Environment—landkeepers program

MS PORTER (Ginninderra) (6.15): Last Saturday afternoon I joined well over 100 Canberrans in participating in the annual superseeder propagation exercise held at this time of the year at the Australian National Botanic Gardens. Many of the volunteers were family groups, with children joining their parents in propagating 26,000 tube stock to be used in the revegetation of key areas of the lower Cotter catchment during the 2007 planting season as part of the ACT landkeepers program.

The ACT landkeepers program is about a partnership between Greening Australia and Environment ACT and is jointly funded by the ACT and Australian governments. The program seeks to work with landholders in a strategic way on all ACT non-urban land to address remnant native vegetation conservation to enhance, protect and restore stream banks. Greening Australia plays a significant role in the program and is responsible for a number of specific components. One of those is the ACT river rescue program for implementing riparian habitat recovery along priority streams in the ACT to address biodiversity and water quality. Work includes fencing, erosion control, provision of alternative stock water, weed control, willow control and revegetation. Another is about biodiversity incentives and on-ground conservation work on rural land and non-urban land.

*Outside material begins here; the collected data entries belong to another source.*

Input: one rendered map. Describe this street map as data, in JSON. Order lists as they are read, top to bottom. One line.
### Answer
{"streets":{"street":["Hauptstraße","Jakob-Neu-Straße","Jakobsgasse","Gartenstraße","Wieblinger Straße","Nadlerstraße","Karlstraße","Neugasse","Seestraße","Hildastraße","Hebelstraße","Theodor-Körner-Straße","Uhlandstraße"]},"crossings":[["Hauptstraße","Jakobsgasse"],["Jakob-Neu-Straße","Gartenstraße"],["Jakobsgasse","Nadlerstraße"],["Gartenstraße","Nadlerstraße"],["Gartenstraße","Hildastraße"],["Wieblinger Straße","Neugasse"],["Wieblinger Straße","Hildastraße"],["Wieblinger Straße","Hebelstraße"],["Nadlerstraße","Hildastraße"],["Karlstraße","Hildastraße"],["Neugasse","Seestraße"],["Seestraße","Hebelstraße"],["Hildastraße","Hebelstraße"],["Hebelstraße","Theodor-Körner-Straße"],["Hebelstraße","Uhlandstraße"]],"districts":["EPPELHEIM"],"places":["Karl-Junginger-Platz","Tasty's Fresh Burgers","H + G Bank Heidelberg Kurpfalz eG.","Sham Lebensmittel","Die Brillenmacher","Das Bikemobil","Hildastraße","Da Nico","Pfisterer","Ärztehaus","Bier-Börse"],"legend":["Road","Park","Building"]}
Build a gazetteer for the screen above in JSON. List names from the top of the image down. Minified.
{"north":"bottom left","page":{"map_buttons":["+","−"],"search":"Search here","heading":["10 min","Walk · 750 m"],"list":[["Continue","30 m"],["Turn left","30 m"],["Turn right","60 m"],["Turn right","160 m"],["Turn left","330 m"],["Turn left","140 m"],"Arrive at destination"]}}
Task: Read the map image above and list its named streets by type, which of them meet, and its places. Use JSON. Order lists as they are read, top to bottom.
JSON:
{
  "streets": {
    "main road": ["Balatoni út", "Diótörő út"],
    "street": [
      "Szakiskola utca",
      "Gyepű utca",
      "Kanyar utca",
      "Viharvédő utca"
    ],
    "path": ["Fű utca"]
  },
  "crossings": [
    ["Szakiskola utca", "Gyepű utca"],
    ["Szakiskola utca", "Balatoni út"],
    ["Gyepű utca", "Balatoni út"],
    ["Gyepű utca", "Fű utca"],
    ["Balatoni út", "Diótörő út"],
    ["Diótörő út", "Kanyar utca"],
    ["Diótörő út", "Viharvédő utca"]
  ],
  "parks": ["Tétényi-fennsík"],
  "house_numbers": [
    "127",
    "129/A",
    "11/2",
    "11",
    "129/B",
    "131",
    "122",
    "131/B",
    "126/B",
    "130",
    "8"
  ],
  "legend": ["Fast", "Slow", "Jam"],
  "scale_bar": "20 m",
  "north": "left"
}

VegLink funded Saturday’s propagation and engages ACT volunteers, businesses, scientific agencies and schools in a wide range of on-ground activities, such as seed collection, propagation, vegetation works, monitoring and weed control. Also, there is the greening industry component, which is about engaging in on-ground conservation work and encouraging awareness of environmental pressures of agricultural and horticultural enterprises such as grapes, olives and lavender.

Mr Speaker, we often stand in this place and talk about what should be done in respect of conserving, preserving and regenerating our natural environment, but the work undertaken by Greening Australia gives each of us an opportunity to make a very real and practical contribution. Participating in such activity is not only good for our environment but also good for community spirit. Among the people I spoke to last Saturday were a young couple who had recently moved to Canberra and were using the afternoon as a way of meeting people who may have similar interests to their own. Volunteering does not have to be all about altruism. Indeed, if we are not getting personal benefit from volunteering, it is unlikely we will continue to do it long term.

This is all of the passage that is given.